= Richard Nicholson (musician) =

English organist and composer

Richard Nicholson (baptised 26 September 1563 – 1638 or 1639) was an English composer and organist and the first Heather Professor of Music at the University of Oxford.

==Life==
Richard Nicholson was baptised in Durham and sang in Durham Cathedral choir from 1576 to 1580. He became organist of Magdalen College, Oxford, in January 1596 and obtained his Bachelor of Music degree from the University of Oxford in the following month. In 1626, William Heather appointed him as the first "Master of the Musicke" for the university, following a donation by Heather of music books, instruments and money for the purpose of theoretical and practical instruction in music. He was succeeded in the professorship by Arthur Phillips in November 1639, but he may have died in the previous year as the Magdalen College account books do not mention Nicholson after 1638.
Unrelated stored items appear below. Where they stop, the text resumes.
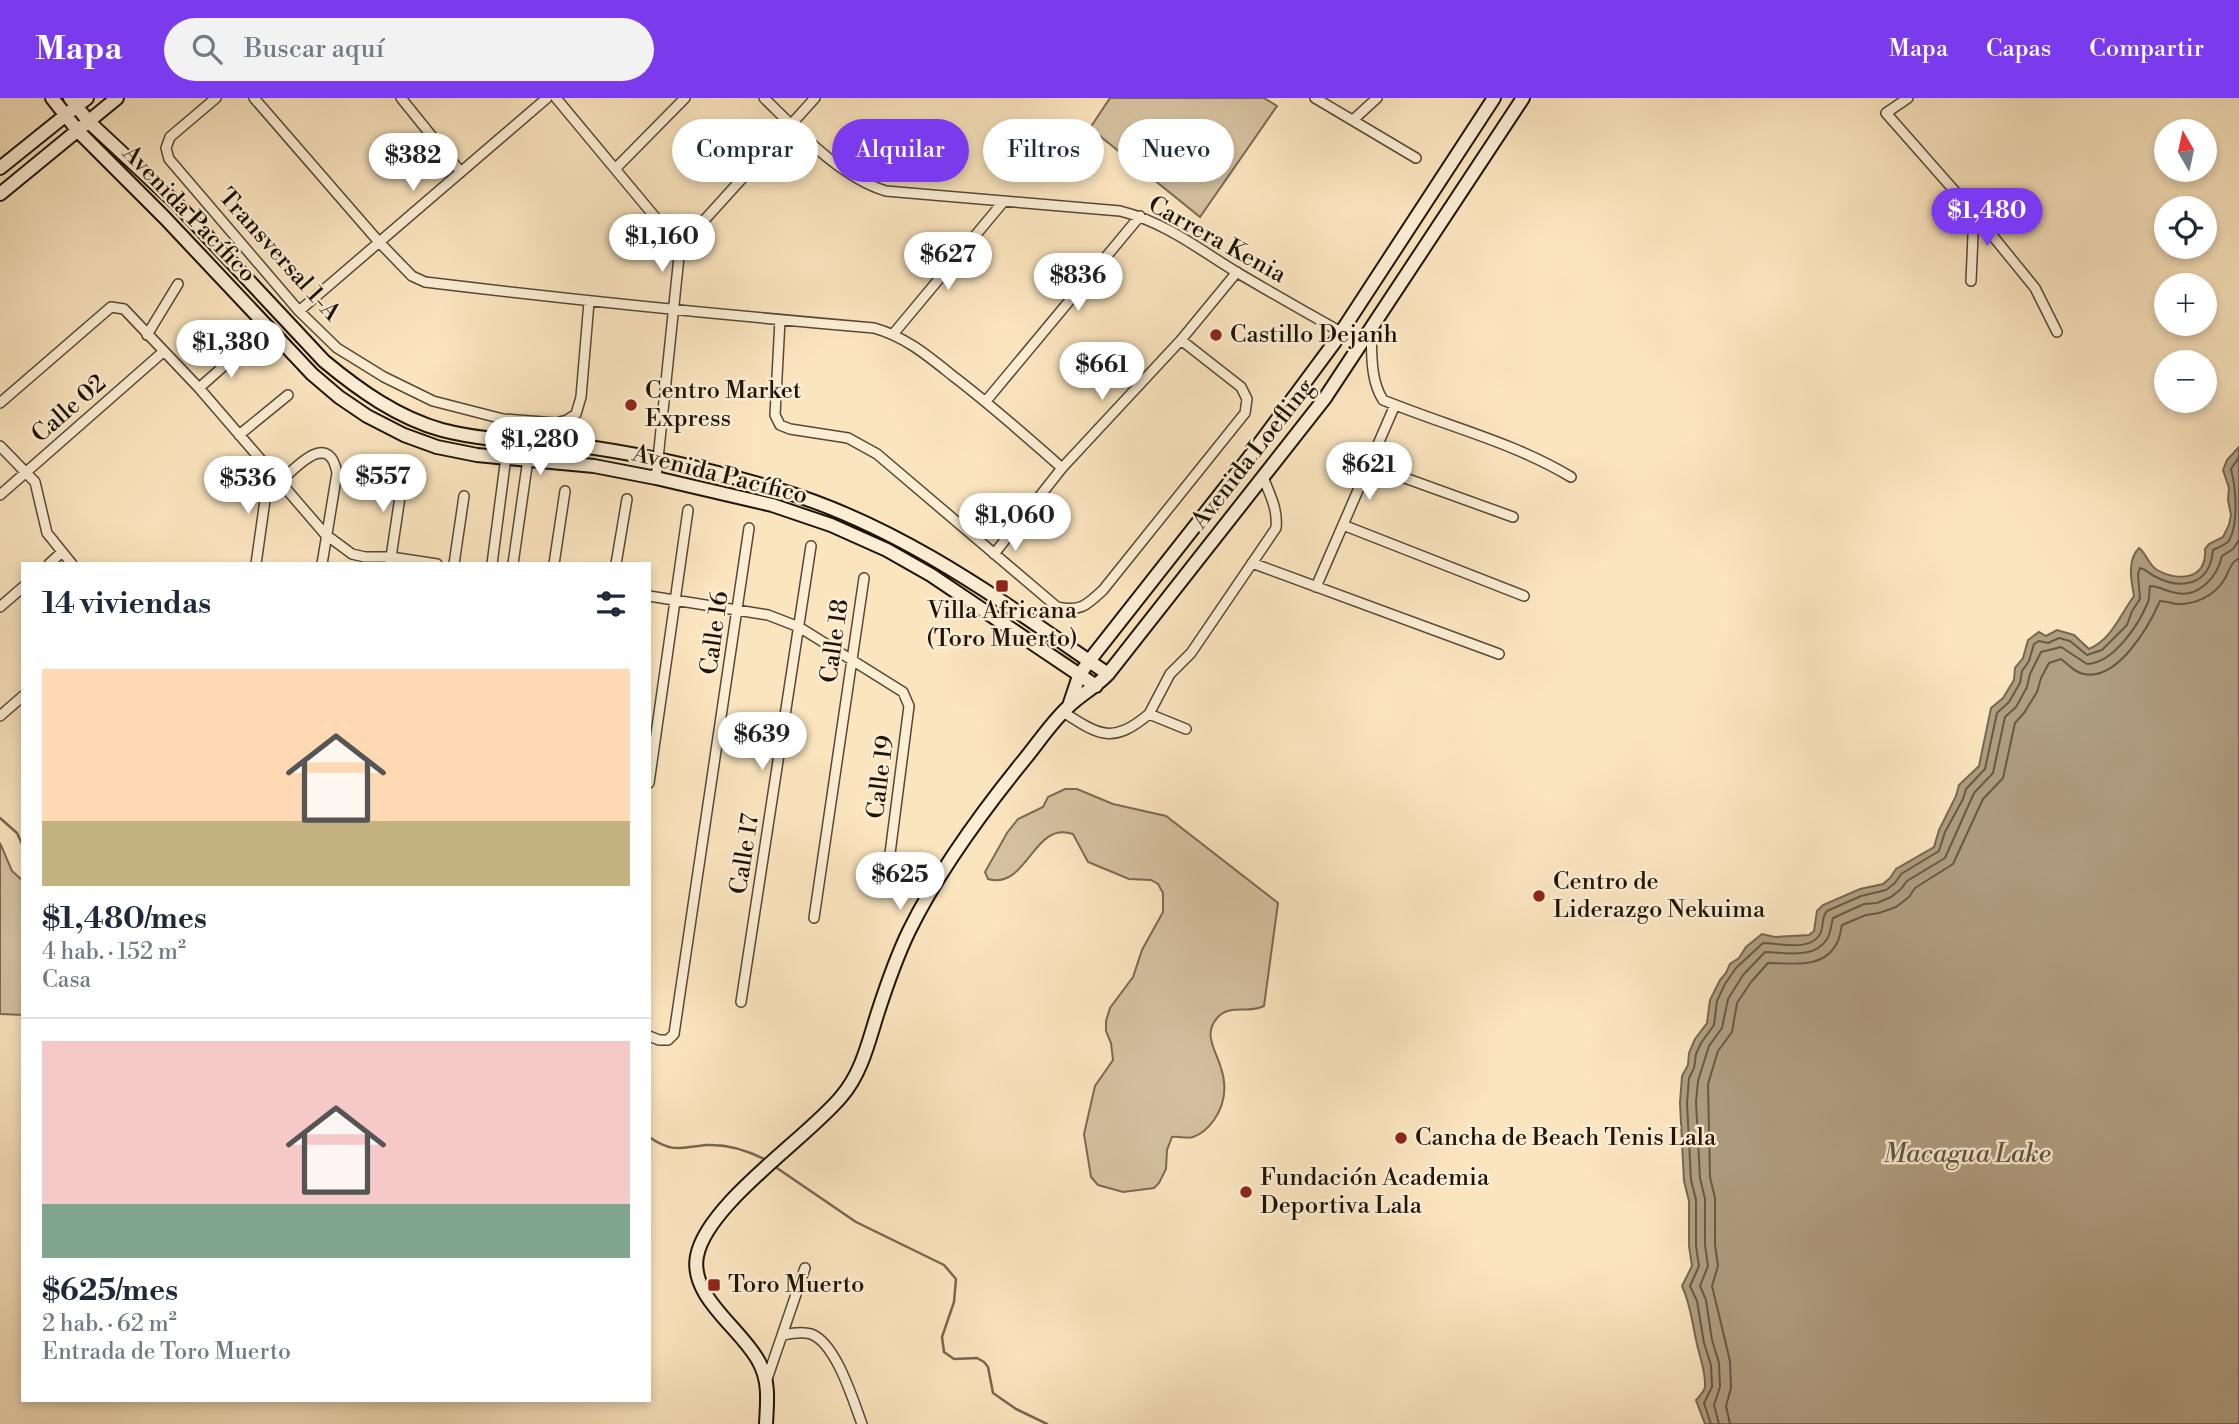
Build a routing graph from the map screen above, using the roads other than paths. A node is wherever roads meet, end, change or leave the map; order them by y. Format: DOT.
graph roads {
  1 [pos="52,98"];
  2 [pos="88,98"];
  3 [pos="117,98"];
  4 [pos="216,98"];
  5 [pos="254,98"];
  6 [pos="401,98"];
  7 [pos="547,98"];
  8 [pos="556,98"];
  9 [pos="685,98"];
  10 [pos="764,98"];
  11 [pos="816,98"];
  12 [pos="1315,98"];
  13 [pos="1377,98"];
  14 [pos="1494,98"];
  15 [pos="1523,98"];
  16 [pos="1908,98"];
  17 [pos="73,102"];
  18 [pos="65,116"];
  19 [pos="787,119"];
  20 [pos="797,119"];
  21 [pos="1353,120"];
  22 [pos="89,122"];
  23 [pos="78,131"];
  24 [pos="818,147"];
  25 [pos="1416,158"];
  26 [pos="0,168"];
  27 [pos="616,168"];
  28 [pos="460,171"];
  29 [pos="739,182"];
  30 [pos="0,194"];
  31 [pos="1004,201"];
  32 [pos="1974,213"];
  33 [pos="1139,216"];
  34 [pos="208,237"];
  35 [pos="379,242"];
  36 [pos="680,247"];
  37 [pos="199,254"];
  38 [pos="1237,272"];
  39 [pos="1971,281"];
  40 [pos="178,284"];
  41 [pos="589,302"];
  42 [pos="674,308"];
  43 [pos="299,311"];
  44 [pos="780,320"];
  45 [pos="1371,329"];
  46 [pos="1341,332"];
  47 [pos="2057,332"];
  48 [pos="894,333"];
  49 [pos="147,335"];
  50 [pos="1181,340"];
  51 [pos="243,349"];
  52 [pos="163,352"];
  53 [pos="199,388"];
  54 [pos="288,395"];
  55 [pos="986,401"];
  56 [pos="0,403"];
  57 [pos="1395,405"];
  58 [pos="239,435"];
  59 [pos="516,440"];
  60 [pos="0,446"];
  61 [pos="506,457"];
  62 [pos="528,459"];
  63 [pos="658,460"];
  64 [pos="1369,465"];
  65 [pos="1062,468"];
  66 [pos="404,470"];
  67 [pos="270,472"];
  68 [pos="25,473"];
  69 [pos="1262,477"];
  70 [pos="1571,477"];
  71 [pos="656,478"];
  72 [pos="279,482"];
  73 [pos="565,491"];
  74 [pos="0,495"];
  75 [pos="464,496"];
  76 [pos="627,499"];
  77 [pos="688,510"];
  78 [pos="1513,517"];
  79 [pos="1343,525"];
  80 [pos="748,528"];
  81 [pos="326,534"];
  82 [pos="811,546"];
  83 [pos="62,552"];
  84 [pos="994,554"];
  85 [pos="391,560"];
  86 [pos="51,562"];
  87 [pos="70,562"];
  88 [pos="256,562"];
  89 [pos="322,562"];
  90 [pos="414,562"];
  91 [pos="454,562"];
  92 [pos="492,562"];
  93 [pos="513,562"];
  94 [pos="554,562"];
  95 [pos="616,562"];
  96 [pos="1252,563"];
  97 [pos="864,578"];
  98 [pos="1316,587"];
  99 [pos="21,589"];
  100 [pos="651,596"];
  101 [pos="1524,596"];
  102 [pos="676,600"];
  103 [pos="0,607"];
  104 [pos="738,610"];
  105 [pos="799,626"];
  106 [pos="1499,654"];
  107 [pos="852,658"];
  108 [pos="1089,661"];
  109 [pos="1108,674"];
  110 [pos="1079,676"];
  111 [pos="1096,686"];
  112 [pos="21,698"];
  113 [pos="1066,709"];
  114 [pos="1149,714"];
  115 [pos="0,716"];
  116 [pos="1186,729"];
  117 [pos="651,769"];
  118 [pos="888,869"];
  119 [pos="814,918"];
  120 [pos="741,1002"];
  121 [pos="651,1037"];
  122 [pos="805,1268"];
  123 [pos="783,1335"];
  124 [pos="766,1382"];
  125 [pos="766,1424"];
  126 [pos="862,1424"];
  1 -- 18 [label="street, Avenida Pacífico"];
  2 -- 17 [label="street"];
  3 -- 22 [label="street"];
  4 -- 43 [label="street, Transversal 1-A"];
  5 -- 35 [label="street"];
  6 -- 28 [label="street"];
  7 -- 28 [label="street"];
  8 -- 27 [label="street"];
  9 -- 27 [label="street"];
  10 -- 19 [label="street, Carrera Kenia"];
  11 -- 20 [label="street"];
  12 -- 21 [label="street"];
  13 -- 21 [label="street"];
  14 -- 46 [label="street, Avenida Loefling"];
  15 -- 45 [label="street, Avenida Loefling"];
  16 -- 32 [label="street"];
  17 -- 18 [label="street"];
  17 -- 22 [label="street, Avenida Pacífico"];
  18 -- 23 [label="street, Avenida Pacífico"];
  18 -- 26 [label="street"];
  21 -- 25 [label="street"];
  22 -- 23 [label="street"];
  22 -- 34 [label="street, Avenida Pacífico"];
  23 -- 30 [label="street"];
  23 -- 37 [label="street, Avenida Pacífico"];
  24 -- 31 [label="street, Carrera Kenia"];
  27 -- 36 [label="street"];
  28 -- 35 [label="street"];
  29 -- 36 [label="street"];
  31 -- 33 [label="street, Carrera Kenia"];
  31 -- 48 [label="street"];
  32 -- 39 [label="street"];
  32 -- 47 [label="street"];
  33 -- 38 [label="street, Carrera Kenia"];
  33 -- 55 [label="street"];
  34 -- 37 [label="street"];
  34 -- 59 [label="street, Avenida Pacífico"];
  35 -- 41 [label="street"];
  35 -- 43 [label="street"];
  36 -- 42 [label="street"];
  37 -- 61 [label="street, Avenida Pacífico"];
  38 -- 46 [label="street, Carrera Kenia"];
  38 -- 50 [label="street"];
  40 -- 49 [label="street"];
  41 -- 42 [label="street"];
  41 -- 43 [label="street, Transversal 1-A"];
  42 -- 44 [label="street"];
  42 -- 63 [label="street"];
  44 -- 48 [label="street"];
  44 -- 84 [label="street"];
  45 -- 57 [label="street"];
  45 -- 69 [label="street, Avenida Loefling"];
  46 -- 108 [label="street, Avenida Loefling"];
  48 -- 55 [label="street"];
  49 -- 52 [label="street"];
  49 -- 56 [label="street"];
  50 -- 65 [label="street"];
  50 -- 84 [label="street"];
  51 -- 53 [label="street"];
  52 -- 53 [label="street"];
  52 -- 68 [label="street, Calle 02"];
  53 -- 58 [label="street"];
  54 -- 58 [label="street"];
  55 -- 65 [label="street"];
  57 -- 64 [label="street"];
  57 -- 70 [label="street"];
  58 -- 67 [label="street"];
  59 -- 61 [label="street"];
  59 -- 62 [label="street"];
  59 -- 63 [label="street, Avenida Pacífico"];
  60 -- 68 [label="street"];
  61 -- 62 [label="street, Avenida Pacífico"];
  61 -- 92 [label="street"];
  62 -- 71 [label="street, Avenida Pacífico"];
  62 -- 93 [label="street"];
  63 -- 71 [label="street"];
  63 -- 108 [label="street, Avenida Pacífico"];
  64 -- 78 [label="street"];
  64 -- 79 [label="street"];
  65 -- 84 [label="street"];
  66 -- 85 [label="street"];
  67 -- 72 [label="street"];
  67 -- 88 [label="street"];
  68 -- 74 [label="street, Calle 02"];
  68 -- 83 [label="street"];
  69 -- 96 [label="street"];
  69 -- 109 [label="street, Avenida Loefling"];
  71 -- 110 [label="street, Avenida Pacífico"];
  72 -- 81 [label="street"];
  72 -- 81 [label="street"];
  73 -- 94 [label="street"];
  75 -- 91 [label="street"];
  76 -- 95 [label="street"];
  77 -- 102 [label="street"];
  79 -- 98 [label="street"];
  79 -- 101 [label="street"];
  80 -- 104 [label="street, Calle 16"];
  81 -- 85 [label="street"];
  81 -- 89 [label="street"];
  82 -- 105 [label="street, Calle 17"];
  83 -- 86 [label="street"];
  83 -- 87 [label="street"];
  85 -- 90 [label="street"];
  96 -- 98 [label="street"];
  96 -- 114 [label="street"];
  97 -- 107 [label="street, Calle 18"];
  98 -- 106 [label="street"];
  99 -- 103 [label="street"];
  100 -- 102 [label="street"];
  102 -- 104 [label="street"];
  102 -- 117 [label="street"];
  104 -- 105 [label="street"];
  104 -- 121 [label="street, Calle 16"];
  105 -- 107 [label="street"];
  105 -- 120 [label="street, Calle 17"];
  107 -- 118 [label="street, Calle 19"];
  107 -- 119 [label="street, Calle 18"];
  108 -- 109 [label="street, Avenida Pacífico"];
  108 -- 110 [label="street, Avenida Loefling"];
  109 -- 111 [label="street, Avenida Loefling"];
  110 -- 111 [label="street, Avenida Pacífico"];
  110 -- 113 [label="street, Avenida Loefling"];
  111 -- 113 [label="street, Avenida Loefling"];
  112 -- 115 [label="street"];
  113 -- 114 [label="street"];
  113 -- 124 [label="street"];
  114 -- 116 [label="street"];
  122 -- 123 [label="street"];
  123 -- 124 [label="street"];
  123 -- 126 [label="street"];
  124 -- 125 [label="street"];
}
Music known to be by Nicholson is mostly choral, although a few pieces for groups of instruments have been attributed to him. "O pray for the peace of Jerusalem" shows the influence of Thomas Tomkins. "When Jesus sat at meat" is for singers, including boy soloists, and instruments (viols), suggesting that it was composed for the classes that Nicholson was required to teach at Oxford. The Jews Dance for instrumental ensemble was recorded by the Julian Bream Ensemble in 1988. He also composed a five-part Latin motet, "Cantate Domino", which may have been for the purposes of his Oxford degree. He also contributed to The Triumphs of Oriana in 1601.